Galerie Martagon

Depuis 1991 à raison de 3 ou 4 expositions personnelles, 2 à 3 expositions de groupe par an, par sa rigueur, ses expos hors les murs, ses participations aux foires SAGA, Art Jonction, ses expositions à thèmes, Hommage à Sade, La cuite, Postérieur, présentées par Guy Scarpetta sous l’appellation École de Malaucène, la galerie Martagon est devenue un lieu incontournable de la création contemporaine.




Agnès Accorsi installations - dessins / Julien Cassignol - dessins


8 avril - 11 juin

Vernissage le samedi 8 avril

Agnès Accorsi

L’âme hospitalière

Dans cette vidéo une femme plus icône que femme, armée pour une guérilla dont les terrains de combat sont d’abord évidents puis trompeurs et finalement insaisissables. Des limites qui font territoire, les séparations incertaines de la terre et de la mer, un espace plus qu’une surface, inventé par ce qui s’oppose et se mêle. Les mondes d’Agnès Accorsi brouillent en permanence les cartes et pas seulement géographiques. Les fleurs rouges en guise de motifs de camouflage et la mitraillette en guise de parasol, Eros et Thanatos confondus, les forces claires et belles de la confusion contre les forces obscures de l’ordre, de l’ordre du mâle peut-être. L’ennemi est à l’intérieur, d’ailleurs il n’y a pas d’extérieur.
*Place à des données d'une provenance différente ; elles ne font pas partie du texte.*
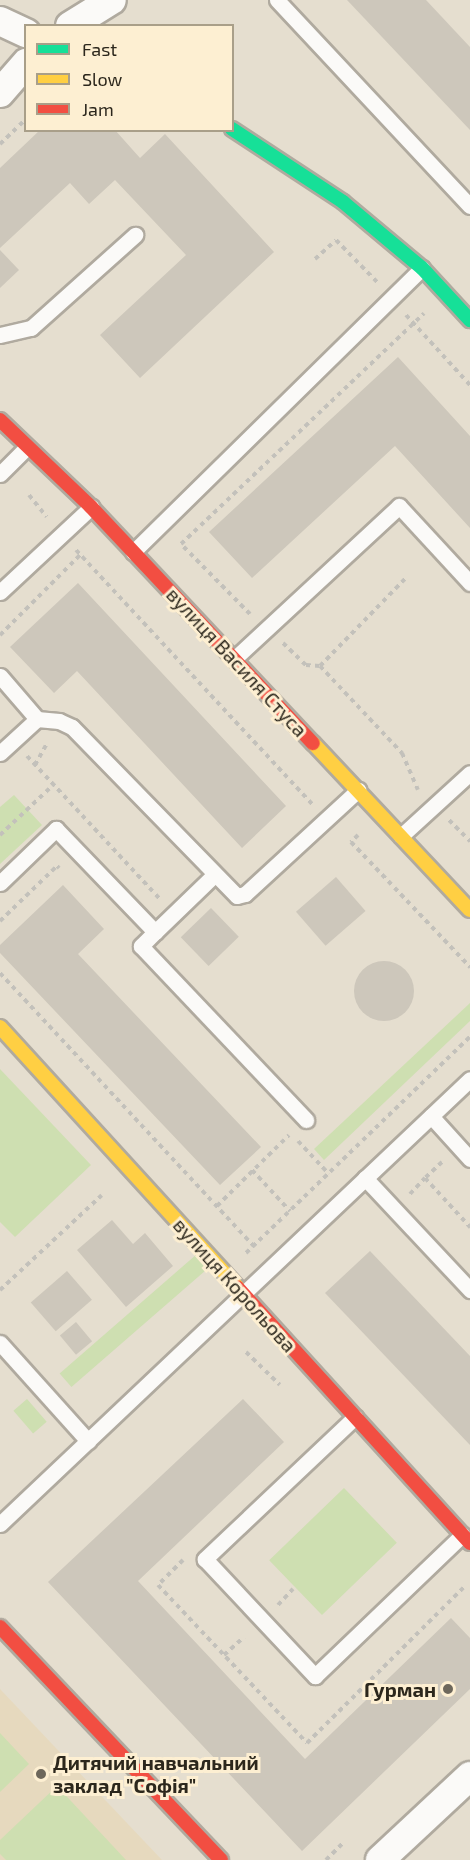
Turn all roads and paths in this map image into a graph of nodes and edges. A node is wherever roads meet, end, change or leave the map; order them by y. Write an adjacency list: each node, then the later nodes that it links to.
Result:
1 (84, 0): 5 (street)
2 (112, 0): 6 (street)
3 (278, 0): 13 (lane)
4 (0, 21): 7 (street)
5 (61, 24)
6 (73, 24)
7 (24, 32)
8 (24, 65): 9 (street)
9 (0, 93)
10 (24, 121): 12 (path)
11 (234, 130): 16 (street)
12 (0, 144)
13 (470, 206)
14 (135, 235): 20 (lane)
15 (315, 259): 17 (path)
16 (422, 268): 17 (lane); 18 (street)
17 (392, 297): 19 (path); 27 (lane)
18 (470, 320)
19 (412, 323): 21 (path); 32 (path)
20 (0, 335)
21 (470, 385)
22 (0, 420): 23 (street, вулиця Василя Стуса)
23 (26, 448): 24 (lane); 25 (street, вулиця Василя Стуса)
24 (3, 470): 26 (path)
25 (91, 507): 26 (lane); 27 (street, вулиця Василя Стуса)
26 (61, 534): 28 (path); 31 (lane)
27 (133, 552): 34 (street, вулиця Василя Стуса)
28 (81, 555): 33 (path); 45 (path)
29 (405, 579): 36 (path)
30 (470, 583): 34 (lane)
31 (0, 592)
32 (250, 614)
33 (0, 634)
34 (234, 659): 44 (street, вулиця Василя Стуса)
35 (306, 665): 36 (path)
36 (320, 666): 43 (path)
37 (0, 676): 38 (lane)
38 (37, 719): 39 (lane); 51 (lane)
39 (0, 753)
40 (35, 765): 42 (path)
41 (470, 773): 48 (lane)
42 (53, 785): 47 (path); 54 (path)
43 (415, 786)
44 (358, 790): 48 (street, вулиця Василя Стуса); 51 (lane)
45 (316, 808)
46 (463, 832): 49 (path)
47 (0, 835)
48 (401, 836): 53 (street, вулиця Василя Стуса)
49 (470, 841)
50 (351, 842): 56 (path)
51 (213, 876): 54 (lane)
52 (0, 883): 55 (lane)
53 (470, 909)
54 (174, 914): 55 (lane)
55 (155, 932): 62 (lane)
56 (470, 967)
57 (0, 973): 71 (path)
58 (0, 1028): 76 (street, вулиця Корольова)
59 (470, 1037): 72 (path)
60 (470, 1079): 61 (lane)
61 (430, 1116): 64 (lane); 67 (lane)
62 (306, 1120)
63 (291, 1133): 66 (path)
64 (470, 1159)
65 (442, 1161): 68 (path)
66 (252, 1170): 71 (path); 72 (path)
67 (365, 1178): 75 (lane); 76 (lane)
68 (425, 1178): 70 (path); 73 (path)
69 (102, 1195): 74 (path)
70 (409, 1195)
71 (217, 1206): 72 (path)
72 (290, 1210)
73 (470, 1227)
74 (0, 1290)
75 (470, 1290)
76 (242, 1294): 78 (street, вулиця Корольова); 79 (lane)
77 (0, 1343): 79 (lane)
78 (355, 1417): 81 (street, вулиця Корольова); 81 (lane)
79 (88, 1441): 80 (lane)
80 (0, 1524)
81 (466, 1539)
82 (293, 1589): 83 (path)
83 (277, 1605)
84 (0, 1627): 89 (street)
85 (244, 1637): 86 (path)
86 (224, 1655)
87 (470, 1776): 91 (street)
88 (343, 1843): 90 (path)
89 (221, 1860)
90 (326, 1860)
91 (380, 1860)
Les formes, les signes et les couleurs dans le travail d’Agnès ont souvent une surface trompeuse voire paradoxale. Si le monde peut être sauvé par la paranoïa, avant ou en même temps il doit être inventé accouché par l’hystérie. Féminin masculin, dans des valeurs culturelles et marchandes, des ordres établis, dans l’inversion ou le mélange de ces valeurs ou de ces codes, par une idée de la beauté « belle » en surface, dans le tracé d’un dessin à la fois « joli » et scabreux, des détails en contrepoint de l’aspect général qu’ils dessinent.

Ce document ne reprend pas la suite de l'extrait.